IN a brief interaction after the conclusion of the 22nd congress of the Communist Party of India (Marxist) held in Hyderabad from April 18 to 22, former Kerala Chief Minister V.S. Achuthanandan, the oldest living founder-member of the party, summed up his perception of the triennial gathering with a pithy remark: “Uniquely different in dimensions, but steadfast in continued commitment to cherished values, ideals and principles.” He went on to explain: “The Visakhapatnam congress [in April 2015] had portrayed in unmistakable terms what the biggest political challenge before the country was when it identified the advent of the Narendra Modi government, its welding together of the neoliberal economic agenda and the Hindutva sociopolitical drive as concrete factors threatening the interests and livelihood of the people. Over the past three years, these threats have become more rampant and concrete and that is exactly why this congress in Hyderabad has accorded primacy to the political and tactical task of ousting the Modi-led Bharatiya Janata Party [BJP] government, simultaneously inflicting body blows on the fascist pursuits of the Rashtriya Swayamsewak Sangh [RSS] and its associates in the Sangh Parivar. Thus what we have basically done is to ensure the persistence of the political line as well as the continuity of the organisational direction, the latter manifest in the re-election of Sitaram Yechury as general secretary.” Achuthanandan did admit, however, that the organisational methods that led to the reassertion of a continued political line were indeed different from those seen in CPI(M) party congresses traditionally.

Departure from convention

The veteran leader, known for his sharp mind and sharper political-organisational interventions, did not elaborate on the different organisational methods that came into play at the Hyderabad party congress, which were evident to all close observers of the party. The most pronounced organisational difference at the Hyderabad congress was in the very presentation of the political resolution—one of the most important documents that are taken up for consideration at the triennial conclaves—before the delegates. In a departure from convention, the political report was presented by Prakash Karat, former general secretary of the party, and not Sitaram Yechury, the incumbent general secretary, who was first elected in 2015 at Visakhapatnam. The roots of this extraordinary procedure were in the Central Committee of the CPI(M) held in January 2018, which finalised the draft political resolution. The CPI(M)’s normal practice is to circulate the draft resolution to all its units and members well in advance so that they can discuss and come up with suggestions and changes before the party congress. When the draft political resolution was approved by the Central Committee in January 2018 for circulation among party members, it was not completely in consonance with the position of the incumbent general secretary. There were significant and nuanced differences in the approach of the general secretary and the majority view in the Central Committee.
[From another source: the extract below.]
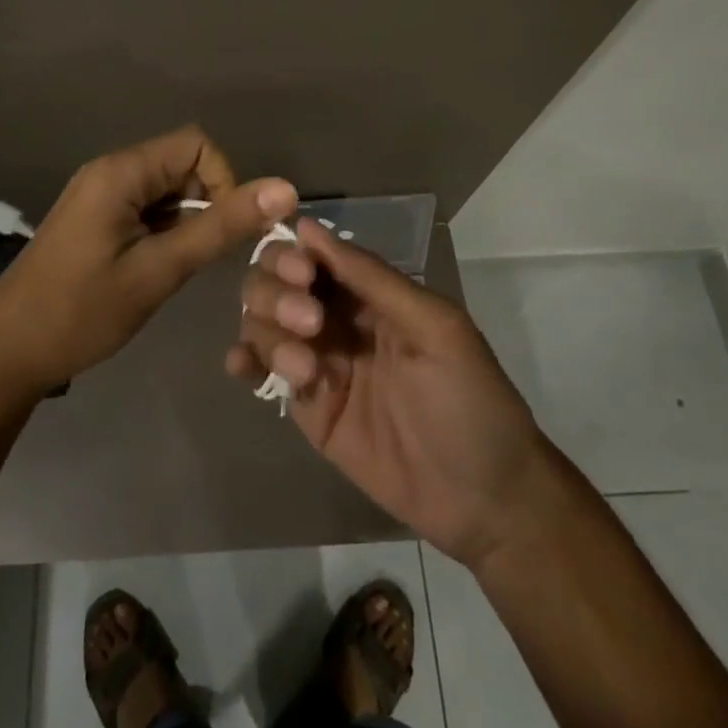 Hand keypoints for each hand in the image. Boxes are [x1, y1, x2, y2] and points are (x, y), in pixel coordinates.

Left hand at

While there was general agreement on the need to defeat the BJP and its allies as well as on the need to maximise the pooling of anti-BJP forces, the draft approved by the Central Committee ruled out any electoral understanding with the Congress or treating the Congress as an ally or a partner in a united front. It was argued that this was because the Congress had the same class character as the BJP—both being parties of the ruling classes. The draft resolution also noted that the Congress party had proved to be incapable of fighting communal forces consistently. This line was primarily advanced by Prakash Karat and senior Polit Bureau member S. Ramachandran Pillai, with firm support from Kerala Chief Minister and Polit Bureau member Pinarayi Vijayan. Yechury, on his part, was not in favour of an outright rejection of any understanding with the Congress, though he, too, was of the view that there could be no political alliance with the Congress, given its class character. These contending formulations were put to vote in the January Central Committee and the majority view, which was not represented by the general secretary, was carried by a 55-31 margin. Consequently, the responsibility of presenting the draft approved by a majority in the Central Committee fell on Karat.
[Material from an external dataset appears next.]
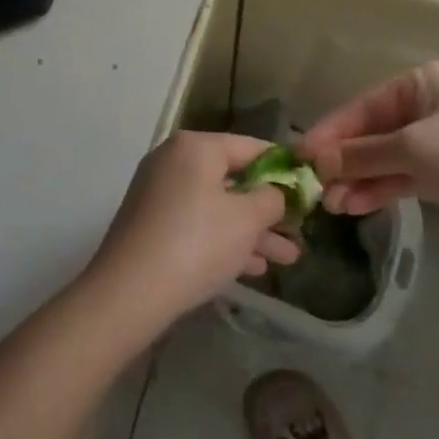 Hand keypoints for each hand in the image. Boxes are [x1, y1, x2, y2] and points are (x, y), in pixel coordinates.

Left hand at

Amendments to draft resolution

However, as the discussions on the draft political resolution unravelled at the Hyderabad party congress, it became increasingly evident that the draft approved by the Central Committee did not have the support of the majority of delegates. In fact, the mood of the party congress, as some of the delegates who interacted with Frontline stated, seemed to be decisively against marginalising the Left forces from the widespread anti-BJP, anti-fascist sentiment building up among vast sections of the population as well as among secular opposition parties. This mood was not lost on the CPI(M) leadership, especially on the steering committee led by former Tripura Chief Minister and Polit Bureau member Manik Sarkar, which intervened to suggest amendments to the draft resolution approved by the Central Committee. These amendments were based essentially on the understanding that “pursuing a line of treating both the BJP and the Congress as equal dangers” was not the mood of the party congress. In concrete terms, the amendments involved the following:

The word “understanding” was removed from a clause that earlier read: “However, this has to be done without having an understanding or electoral alliance with the Congress party.” The amended clause read: “But this has to be done without having a political alliance with the Congress party.” Another clause was added: “However, there can be an understanding with all secular opposition parties including the Congress in Parliament on agreed issues. Outside Parliament, we should cooperate with all secular opposition forces for a broad mobilisation of people against communalism.” These amendments were overwhelmingly endorsed by the delegates.

Anti-BJP thrust

Clearly, with these amendments, the anti-BJP thrust of the CPI(M)’s current political position got sharpened. This is exactly what was referred to by Achuthanandan as the continued commitment to follow the line of the past Visakhapatnam congress in fighting the Hindutva communal, fascist forces and ousting the Modi-led BJP government. Elaborating on the new nuances on the political line, the resolution stated as follows: “As far as the word understanding is concerned, we have defined the scope of that understanding with the Congress party. Within Parliament, we have understanding with secular opposition parties including the Congress on agreed issues. We take forward the Visakhapatnam Party Congress resolution that we need a broad mobilisation of all democratic and secular forces against communalism.”

Interestingly, discussions on the draft political resolution across CPI(M) units, between January and April, had already given an indication of the mood in the party congress. According to official statistics of the CPI(M), a record 8,174 amendments to the draft political resolution were moved; of these, 6,924 were related to the national section of the document. Among these, as many as 1,318 were specifically on the political line and many of them sought the deletion of the “no understanding with the Congress” line while many others sought the deletion of “no alliance with the Congress”. Some other amendments referred to the characterisation of the present regime (at the Centre) as authoritarian or fascist while some other amendments asserted that fascist tendencies and trends existed. Amendments conveying the latter were accepted.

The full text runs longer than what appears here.